RULE Hadoop RPC request
INTERFACE ^com.google.protobuf.BlockingService
METHOD callBlockingMethod
IF true
DO traceln("--> RPC message request: " + $3.getClass().getSimpleName() + " from " + linked(Thread.currentThread(), "source"));
   traceln($3.toString())
ENDRULE


RULE Hadoop RPC response
INTERFACE ^com.google.protobuf.BlockingService
METHOD callBlockingMethod
AT EXIT
IF true
DO traceln("--> RPC message response: " + $3.getClass().getSimpleName() + " to " + unlink(Thread.currentThread(), "source"));
   traceln($!.toString())
ENDRULE


RULE Hadoop RPC source IP
CLASS org.apache.hadoop.ipc.Server$RpcCall
METHOD run
IF true
DO link(Thread.currentThread(), "source", $0.connection.toString())
ENDRULE

If you have the instrumentation the only thing what you need is activate the byteman script by the launcher.
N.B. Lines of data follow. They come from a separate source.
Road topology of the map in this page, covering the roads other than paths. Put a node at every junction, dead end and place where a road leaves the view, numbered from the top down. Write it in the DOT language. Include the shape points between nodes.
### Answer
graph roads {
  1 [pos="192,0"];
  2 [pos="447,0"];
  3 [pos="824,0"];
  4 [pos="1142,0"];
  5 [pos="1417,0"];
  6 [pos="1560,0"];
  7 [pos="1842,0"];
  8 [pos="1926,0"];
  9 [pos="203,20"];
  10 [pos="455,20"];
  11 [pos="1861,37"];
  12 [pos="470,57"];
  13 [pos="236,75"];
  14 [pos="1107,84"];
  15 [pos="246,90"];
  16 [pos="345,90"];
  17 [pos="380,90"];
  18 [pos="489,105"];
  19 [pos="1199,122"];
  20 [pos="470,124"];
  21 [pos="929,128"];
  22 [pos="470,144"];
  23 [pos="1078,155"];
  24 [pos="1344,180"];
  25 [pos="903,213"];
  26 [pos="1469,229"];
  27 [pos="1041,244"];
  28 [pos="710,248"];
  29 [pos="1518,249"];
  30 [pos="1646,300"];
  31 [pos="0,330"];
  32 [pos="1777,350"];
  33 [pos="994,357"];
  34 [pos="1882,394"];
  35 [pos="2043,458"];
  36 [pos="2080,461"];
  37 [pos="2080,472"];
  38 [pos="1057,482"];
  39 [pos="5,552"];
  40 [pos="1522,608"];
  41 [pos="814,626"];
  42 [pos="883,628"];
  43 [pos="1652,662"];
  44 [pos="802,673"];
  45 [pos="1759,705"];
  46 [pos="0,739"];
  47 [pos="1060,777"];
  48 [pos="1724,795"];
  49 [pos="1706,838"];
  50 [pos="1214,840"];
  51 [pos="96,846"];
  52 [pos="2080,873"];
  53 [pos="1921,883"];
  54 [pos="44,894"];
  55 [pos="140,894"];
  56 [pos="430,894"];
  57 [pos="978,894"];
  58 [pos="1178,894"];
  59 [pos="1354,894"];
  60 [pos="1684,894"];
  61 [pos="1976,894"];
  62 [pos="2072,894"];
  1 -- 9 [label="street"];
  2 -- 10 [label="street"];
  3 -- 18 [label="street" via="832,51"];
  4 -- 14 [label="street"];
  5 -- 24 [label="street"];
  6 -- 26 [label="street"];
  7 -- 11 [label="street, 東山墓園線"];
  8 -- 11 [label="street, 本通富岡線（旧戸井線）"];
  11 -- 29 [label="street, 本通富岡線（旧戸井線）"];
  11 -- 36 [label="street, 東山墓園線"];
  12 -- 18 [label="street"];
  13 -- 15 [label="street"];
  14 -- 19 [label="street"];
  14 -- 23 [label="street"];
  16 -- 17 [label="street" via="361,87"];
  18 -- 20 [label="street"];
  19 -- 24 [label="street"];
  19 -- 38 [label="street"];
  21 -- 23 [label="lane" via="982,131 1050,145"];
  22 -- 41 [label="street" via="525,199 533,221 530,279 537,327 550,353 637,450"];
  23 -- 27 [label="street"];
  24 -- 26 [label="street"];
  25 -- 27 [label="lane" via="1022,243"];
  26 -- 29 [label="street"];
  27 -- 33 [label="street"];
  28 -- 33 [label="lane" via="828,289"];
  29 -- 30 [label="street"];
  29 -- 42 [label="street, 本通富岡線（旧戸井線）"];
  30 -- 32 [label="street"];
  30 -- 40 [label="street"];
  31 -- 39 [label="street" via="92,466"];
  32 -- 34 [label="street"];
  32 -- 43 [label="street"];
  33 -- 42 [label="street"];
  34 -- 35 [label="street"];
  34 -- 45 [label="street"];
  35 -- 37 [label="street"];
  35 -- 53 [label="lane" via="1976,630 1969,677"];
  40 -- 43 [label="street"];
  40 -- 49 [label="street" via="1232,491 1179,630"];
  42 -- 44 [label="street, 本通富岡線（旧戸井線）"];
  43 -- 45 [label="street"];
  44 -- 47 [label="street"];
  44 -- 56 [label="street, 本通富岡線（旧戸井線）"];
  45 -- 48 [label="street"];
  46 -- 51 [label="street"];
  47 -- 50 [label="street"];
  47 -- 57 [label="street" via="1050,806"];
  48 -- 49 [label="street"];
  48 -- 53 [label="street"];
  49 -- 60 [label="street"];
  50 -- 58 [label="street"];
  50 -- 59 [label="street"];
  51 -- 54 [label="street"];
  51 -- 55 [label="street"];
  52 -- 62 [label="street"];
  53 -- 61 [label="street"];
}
There is a simple launcher segment to to activate the byteman script with adding the java agent arguments. The only thing is what you need is setting an environment variable to activate it:

 environment:
              BYTEMAN_SCRIPT_URL: https://gist.githubusercontent.com/elek/0589a91b4d55afb228279f6c4f04a525/raw/8bb4e03de7397c8a9d9bb74a5ec80028b42575c4/hadoop.btm

With this one line modification all the hadoop rpc calls will be printed out to the standard output:

namenode_1  | --> RPC message request: VersionRequestProto from 172.22.0.2:48756
namenode_1  |
namenode_1  | --> RPC message response: VersionRequestProto to 172.22.0.2:48756
namenode_1  | info {
namenode_1  |   buildVersion: "16b70619a24cdcf5d3b0fcf4b58ca77238ccbe6d"
namenode_1  |   unused: 0
namenode_1  |   blockPoolID: "BP-114867385-172.22.0.3-1529317833298"
namenode_1  |   storageInfo {
namenode_1  |     layoutVersion: 4294967232
namenode_1  |     namespceID: 1973813075
namenode_1  |     clusterID: "CID-a38b2fdf-6b7b-4659-930d-9a81e3c0d62c"
namenode_1  |     cTime: 1529317833298
namenode_1  |   }
namenode_1  |   softwareVersion: "3.1.0"
namenode_1  |   capabilities: 1
namenode_1  |   state: ACTIVE
namenode_1  | }
namenode_1  |
namenode_1  | --> RPC message request: RegisterDatanodeRequestProto from 172.22.0.2:48756
namenode_1  | registration {
namenode_1  |   datanodeID {
namenode_1  |     ipAddr: "0.0.0.0"
namenode_1  |     hostName: "ff2d728da73a"
namenode_1  |     datanodeUuid: "1a3e7852-5760-4fe2-9e2f-ebfcf9e27342"
namenode_1  |     xferPort: 9866
namenode_1  |     infoPort: 9864
namenode_1  |     ipcPort: 9867
namenode_1  |     infoSecurePort: 0
namenode_1  |   }
namenode_1  |   storageInfo {
namenode_1  |     layoutVersion: 4294967239
namenode_1  |     namespceID: 1973813075
namenode_1  |     clusterID: "CID-a38b2fdf-6b7b-4659-930d-9a81e3c0d62c"
namenode_1  |     cTime: 1529317833298
namenode_1  |   }
namenode_1  |   keys {
namenode_1  |     isBlockTokenEnabled: false
namenode_1  |     keyUpdateInterval: 0
namenode_1  |     tokenLifeTime: 0
namenode_1  |     currentKey {
namenode_1  |       keyId: 0
namenode_1  |       expiryDate: 0
namenode_1  |       keyBytes: ""
namenode_1  |     }
namenode_1  |   }
namenode_1  |   softwareVersion: "3.1.0"
namenode_1  | }